Tingginya konversi lahan pertanian yang terjadi saat ini ternyata juga
tidak terlepas dari peran petani itu sendiri. Banyak petani yang lebih
memilih untuk melakukan konversi lahan sawahnya ke komoditas lain yang
dianggap lebih bernilai jual tinggi, semisal kelapa sawit.
Peneliti
dari Yayasan Bina Keterampilan Pedesaan (Bitra), Iswan Kaputra , Kamis (24/5) di ruangannya Jalan Bahagia By Pass, Medan
mengatakan, tingginya laju konversi lahan pertanian umumnya disebabkan
masifnya roda pembangunan properti. "Ini sangat mengkhawatirkan,
bisa-bisa lahan yang produktif untuk pertanian semakin habis," katanya.
Di
Serdang Bedagai (Sergai) misalnya, ia pernah melakukan penelitian
kepada sebanyak 80 petani yang mana ditemukan 8 orang atau 10 %nya lebih
memilih untuk melakukan konversi ke pertanian atau perkebunan,
khususnya kelapa sawit. Ini bukannya tanpa alasan, menurutnya,
perkebunan kelapa sawit bisa jauh lebih menguntungkan daripada
persawahan. Apalagi, jika menilik luasan lahan persawahan petani yang
sempit sulit untuk mendongkrak pendapatan petani lebih tinggi. "Dengan
lahan yang kurang dari 0,5 hektare, petani kesulitan keluar dari
kemelut," katanya.
Dikatakannya, untuk bertani sawah, petani
harus mengeluarkan biaya yang cukup tinggi. Pendapatan yang diperolehnya
saat panen nyaris tidak mencukupi menutupi biaya produksi dari awal
penanaman, perawatan, pemupukan sampai masa panen dan pemasaran. "Adapun
keuntungan tidak seberapa," katanya.
Lain halnya jika lahan
persawahan yang dikelola petani selama ini, menurutnya pendapatannya
akan menjadi lebih tinggi jika diganti dengan pertanaman monokultur.

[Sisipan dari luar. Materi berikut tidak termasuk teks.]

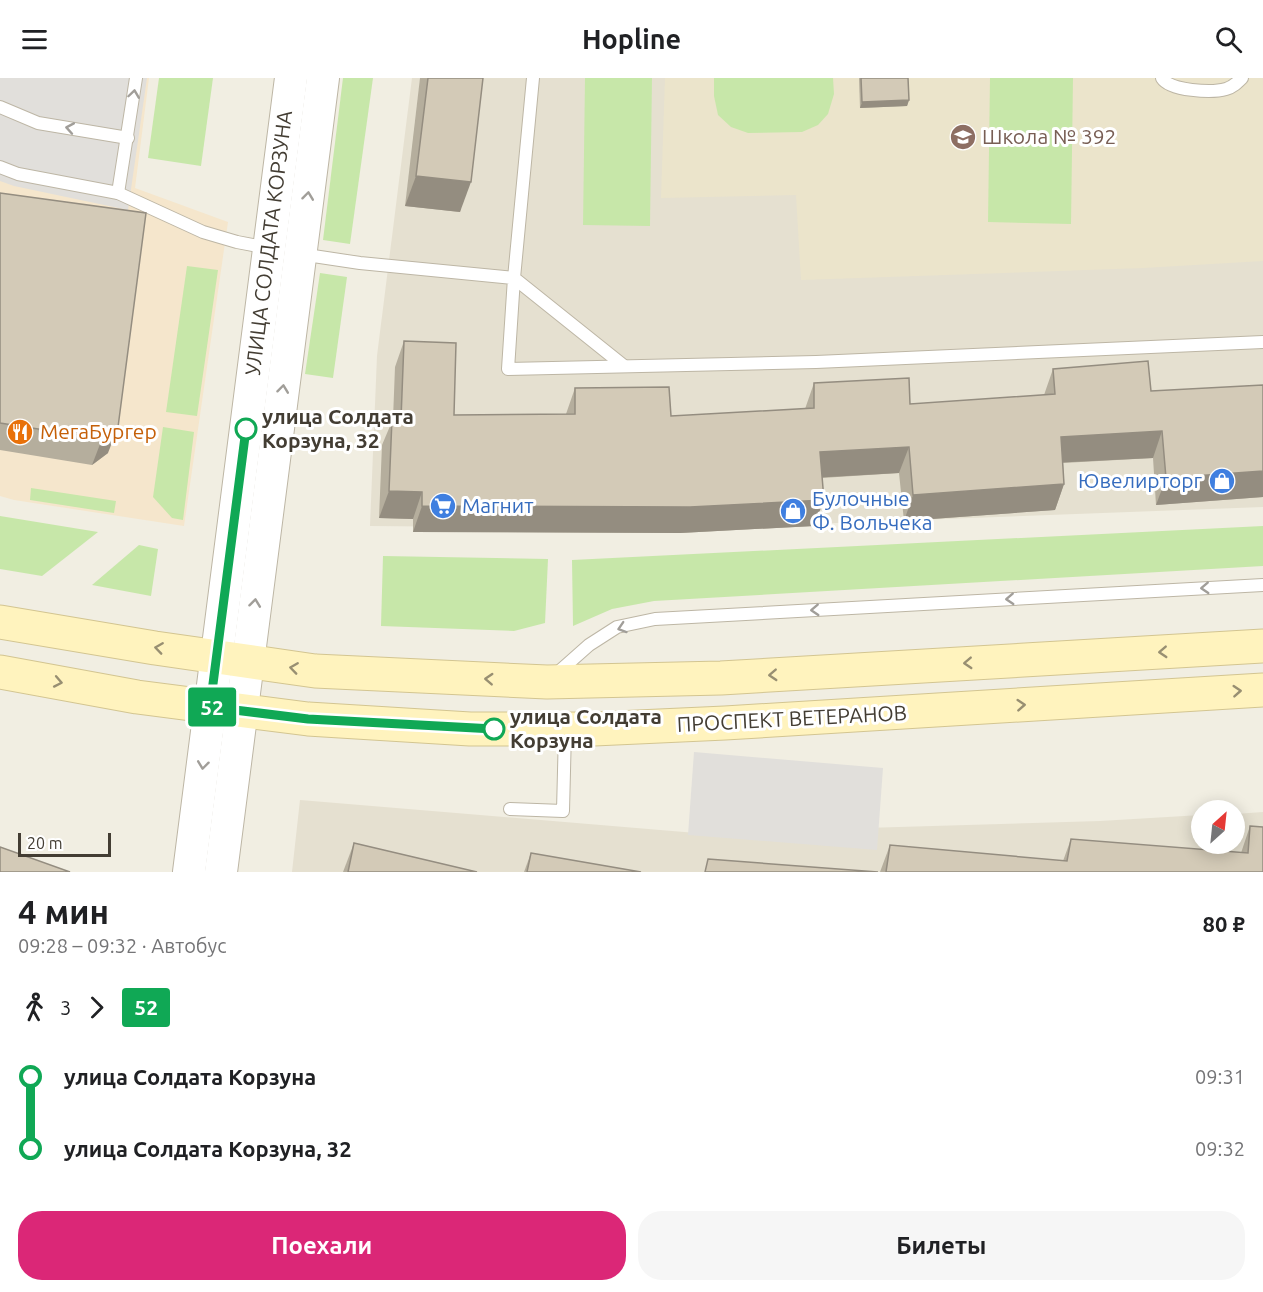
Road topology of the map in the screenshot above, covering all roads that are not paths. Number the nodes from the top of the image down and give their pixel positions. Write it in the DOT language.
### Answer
graph roads {
  1 [pos="136,78"];
  2 [pos="291,78"];
  3 [pos="323,78"];
  4 [pos="533,78"];
  5 [pos="1162,78"];
  6 [pos="1242,78"];
  7 [pos="0,107"];
  8 [pos="128,138"];
  9 [pos="0,166"];
  10 [pos="118,193"];
  11 [pos="285,251"];
  12 [pos="514,278"];
  13 [pos="1263,342"];
  14 [pos="624,366"];
  15 [pos="1263,585"];
  16 [pos="0,622"];
  17 [pos="1263,646"];
  18 [pos="216,657"];
  19 [pos="248,661"];
  20 [pos="0,672"];
  21 [pos="547,682"];
  22 [pos="1263,690"];
  23 [pos="210,707"];
  24 [pos="242,711"];
  25 [pos="565,729"];
  26 [pos="510,809"];
  27 [pos="189,872"];
  28 [pos="221,872"];
  8 -- 1 [label="lane, one-way"];
  2 -- 11 [label="street, УЛИЦА СОЛДАТА КОРЗУНА"];
  11 -- 3 [label="street, УЛИЦА СОЛДАТА КОРЗУНА, one-way"];
  4 -- 12 [label="lane"];
  5 -- 6 [label="lane"];
  8 -- 7 [label="lane, one-way"];
  8 -- 10 [label="lane"];
  9 -- 10 [label="lane"];
  10 -- 11 [label="lane"];
  11 -- 12 [label="lane"];
  11 -- 18 [label="street, УЛИЦА СОЛДАТА КОРЗУНА"];
  19 -- 11 [label="street, УЛИЦА СОЛДАТА КОРЗУНА, one-way"];
  12 -- 14 [label="lane"];
  12 -- 14 [label="lane"];
  13 -- 14 [label="lane"];
  15 -- 21 [label="lane, one-way"];
  18 -- 16 [label="main road, one-way"];
  17 -- 21 [label="main road, one-way"];
  18 -- 19 [label="main road"];
  18 -- 23 [label="street, УЛИЦА СОЛДАТА КОРЗУНА"];
  21 -- 19 [label="main road, one-way"];
  19 -- 24 [label="street, УЛИЦА СОЛДАТА КОРЗУНА"];
  20 -- 23 [label="main road, ПРОСПЕКТ ВЕТЕРАНОВ, one-way"];
  25 -- 22 [label="main road, ПРОСПЕКТ ВЕТЕРАНОВ, one-way"];
  23 -- 24 [label="main road, ПРОСПЕКТ ВЕТЕРАНОВ"];
  23 -- 27 [label="street, УЛИЦА СОЛДАТА КОРЗУНА, one-way"];
  24 -- 25 [label="main road, ПРОСПЕКТ ВЕТЕРАНОВ"];
  24 -- 28 [label="street, УЛИЦА СОЛДАТА КОРЗУНА"];
  25 -- 26 [label="lane"];
}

Kelapa sawit menjadi komoditas favorit petani yang hendak melakukan
konversi karena jaminan keuntungan yang panjang sejak usia produktif
hingga berusia 25 tahun.
Selain kelapa sawit, kata Iswan, komoditas
perkebunan lain yang menjadi incaran petani adalah karet karena dinilai
lebih menguntungkaan daripada sawah.
Menurutnya, ada hal penting
yang tidak boleh dilupakan, di antaranya bahwa pertanaman monokultur
bukannya tanpa risiko. Kelapa sawit menyerap cukup banyak air dalam
pertumbuhannya. Sementara karet lebih sedikit. Namun yang juga penting
diperhatikan adalah secara alamiah pertanaman monokultur berpengaruh
terhadap keseimbangan ekologi. "Sistem monokultur, khususnya untuk
kelapa sawit ini akan membuat suhu menjadi lebih panas," katanya.